### [WHAT IS EXPECTED]
All of the records should be given again verbatim.

### [SUPPLIED RECORDS]
☆ ☆ ☆ ☆

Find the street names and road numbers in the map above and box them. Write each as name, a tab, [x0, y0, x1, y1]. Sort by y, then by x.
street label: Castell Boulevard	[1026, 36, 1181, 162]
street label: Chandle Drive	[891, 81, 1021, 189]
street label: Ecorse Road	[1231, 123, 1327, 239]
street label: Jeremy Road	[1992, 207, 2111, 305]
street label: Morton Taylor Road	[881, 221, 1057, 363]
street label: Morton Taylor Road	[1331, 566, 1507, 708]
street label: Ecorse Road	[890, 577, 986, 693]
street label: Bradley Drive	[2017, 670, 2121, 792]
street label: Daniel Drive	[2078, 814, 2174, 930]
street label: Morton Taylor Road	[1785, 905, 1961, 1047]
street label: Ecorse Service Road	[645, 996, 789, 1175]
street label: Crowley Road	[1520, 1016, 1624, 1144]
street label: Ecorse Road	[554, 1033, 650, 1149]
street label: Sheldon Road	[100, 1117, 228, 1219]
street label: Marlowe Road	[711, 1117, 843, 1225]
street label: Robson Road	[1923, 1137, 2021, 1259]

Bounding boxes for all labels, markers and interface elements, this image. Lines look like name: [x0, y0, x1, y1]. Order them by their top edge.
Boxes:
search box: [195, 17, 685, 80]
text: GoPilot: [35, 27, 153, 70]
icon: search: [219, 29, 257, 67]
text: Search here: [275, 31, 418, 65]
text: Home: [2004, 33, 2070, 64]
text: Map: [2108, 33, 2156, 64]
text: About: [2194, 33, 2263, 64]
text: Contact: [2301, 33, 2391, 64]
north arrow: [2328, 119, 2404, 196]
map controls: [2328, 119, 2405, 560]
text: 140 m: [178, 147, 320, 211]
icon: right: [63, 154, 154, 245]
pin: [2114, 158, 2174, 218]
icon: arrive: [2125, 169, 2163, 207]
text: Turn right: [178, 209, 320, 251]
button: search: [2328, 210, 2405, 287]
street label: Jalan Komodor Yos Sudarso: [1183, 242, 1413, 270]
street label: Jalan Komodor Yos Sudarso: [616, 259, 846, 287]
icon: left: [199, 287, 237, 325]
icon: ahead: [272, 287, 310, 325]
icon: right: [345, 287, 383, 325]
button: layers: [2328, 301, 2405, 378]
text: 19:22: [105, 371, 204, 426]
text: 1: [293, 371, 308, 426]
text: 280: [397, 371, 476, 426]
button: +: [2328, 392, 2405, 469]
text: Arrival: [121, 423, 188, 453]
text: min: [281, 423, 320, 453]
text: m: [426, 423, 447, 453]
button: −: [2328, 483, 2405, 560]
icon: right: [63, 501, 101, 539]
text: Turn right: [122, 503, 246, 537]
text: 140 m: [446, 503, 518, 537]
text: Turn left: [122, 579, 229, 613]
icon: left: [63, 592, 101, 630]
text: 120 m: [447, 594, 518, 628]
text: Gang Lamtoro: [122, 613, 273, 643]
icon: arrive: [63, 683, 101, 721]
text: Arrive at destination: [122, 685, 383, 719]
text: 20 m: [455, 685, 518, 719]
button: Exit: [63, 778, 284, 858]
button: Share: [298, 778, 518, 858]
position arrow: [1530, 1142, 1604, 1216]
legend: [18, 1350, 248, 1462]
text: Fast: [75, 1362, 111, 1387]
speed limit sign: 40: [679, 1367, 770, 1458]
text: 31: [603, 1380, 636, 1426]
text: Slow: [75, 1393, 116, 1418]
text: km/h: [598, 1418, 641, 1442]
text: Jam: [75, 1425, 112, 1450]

☆ ☆ ☆ ☆

### [SOLVED EXERCISE]
Find the street names and road numbers in the map above and box them. Write each as name, a tab, [x0, y0, x1, y1]. Sort by y, then by x.
street label: Castell Boulevard	[1026, 36, 1181, 162]
street label: Chandle Drive	[891, 81, 1021, 189]
street label: Ecorse Road	[1231, 123, 1327, 239]
street label: Jeremy Road	[1992, 207, 2111, 305]
street label: Morton Taylor Road	[881, 221, 1057, 363]
street label: Morton Taylor Road	[1331, 566, 1507, 708]
street label: Ecorse Road	[890, 577, 986, 693]
street label: Bradley Drive	[2017, 670, 2121, 792]
street label: Daniel Drive	[2078, 814, 2174, 930]
street label: Morton Taylor Road	[1785, 905, 1961, 1047]
street label: Ecorse Service Road	[645, 996, 789, 1175]
street label: Crowley Road	[1520, 1016, 1624, 1144]
street label: Ecorse Road	[554, 1033, 650, 1149]
street label: Sheldon Road	[100, 1117, 228, 1219]
street label: Marlowe Road	[711, 1117, 843, 1225]
street label: Robson Road	[1923, 1137, 2021, 1259]

Bounding boxes for all labels, markers and interface elements, this image. Lines look like name: [x0, y0, x1, y1]. Order them by their top edge.
Boxes:
search box: [195, 17, 685, 80]
text: GoPilot: [35, 27, 153, 70]
icon: search: [219, 29, 257, 67]
text: Search here: [275, 31, 418, 65]
text: Home: [2004, 33, 2070, 64]
text: Map: [2108, 33, 2156, 64]
text: About: [2194, 33, 2263, 64]
text: Contact: [2301, 33, 2391, 64]
north arrow: [2328, 119, 2404, 196]
map controls: [2328, 119, 2405, 560]
text: 140 m: [178, 147, 320, 211]
icon: right: [63, 154, 154, 245]
pin: [2114, 158, 2174, 218]
icon: arrive: [2125, 169, 2163, 207]
text: Turn right: [178, 209, 320, 251]
button: search: [2328, 210, 2405, 287]
street label: Jalan Komodor Yos Sudarso: [1183, 242, 1413, 270]
street label: Jalan Komodor Yos Sudarso: [616, 259, 846, 287]
icon: left: [199, 287, 237, 325]
icon: ahead: [272, 287, 310, 325]
icon: right: [345, 287, 383, 325]
button: layers: [2328, 301, 2405, 378]
text: 19:22: [105, 371, 204, 426]
text: 1: [293, 371, 308, 426]
text: 280: [397, 371, 476, 426]
button: +: [2328, 392, 2405, 469]
text: Arrival: [121, 423, 188, 453]
text: min: [281, 423, 320, 453]
text: m: [426, 423, 447, 453]
button: −: [2328, 483, 2405, 560]
icon: right: [63, 501, 101, 539]
text: Turn right: [122, 503, 246, 537]
text: 140 m: [446, 503, 518, 537]
text: Turn left: [122, 579, 229, 613]
icon: left: [63, 592, 101, 630]
text: 120 m: [447, 594, 518, 628]
text: Gang Lamtoro: [122, 613, 273, 643]
icon: arrive: [63, 683, 101, 721]
text: Arrive at destination: [122, 685, 383, 719]
text: 20 m: [455, 685, 518, 719]
button: Exit: [63, 778, 284, 858]
button: Share: [298, 778, 518, 858]
position arrow: [1530, 1142, 1604, 1216]
legend: [18, 1350, 248, 1462]
text: Fast: [75, 1362, 111, 1387]
speed limit sign: 40: [679, 1367, 770, 1458]
text: 31: [603, 1380, 636, 1426]
text: Slow: [75, 1393, 116, 1418]
text: km/h: [598, 1418, 641, 1442]
text: Jam: [75, 1425, 112, 1450]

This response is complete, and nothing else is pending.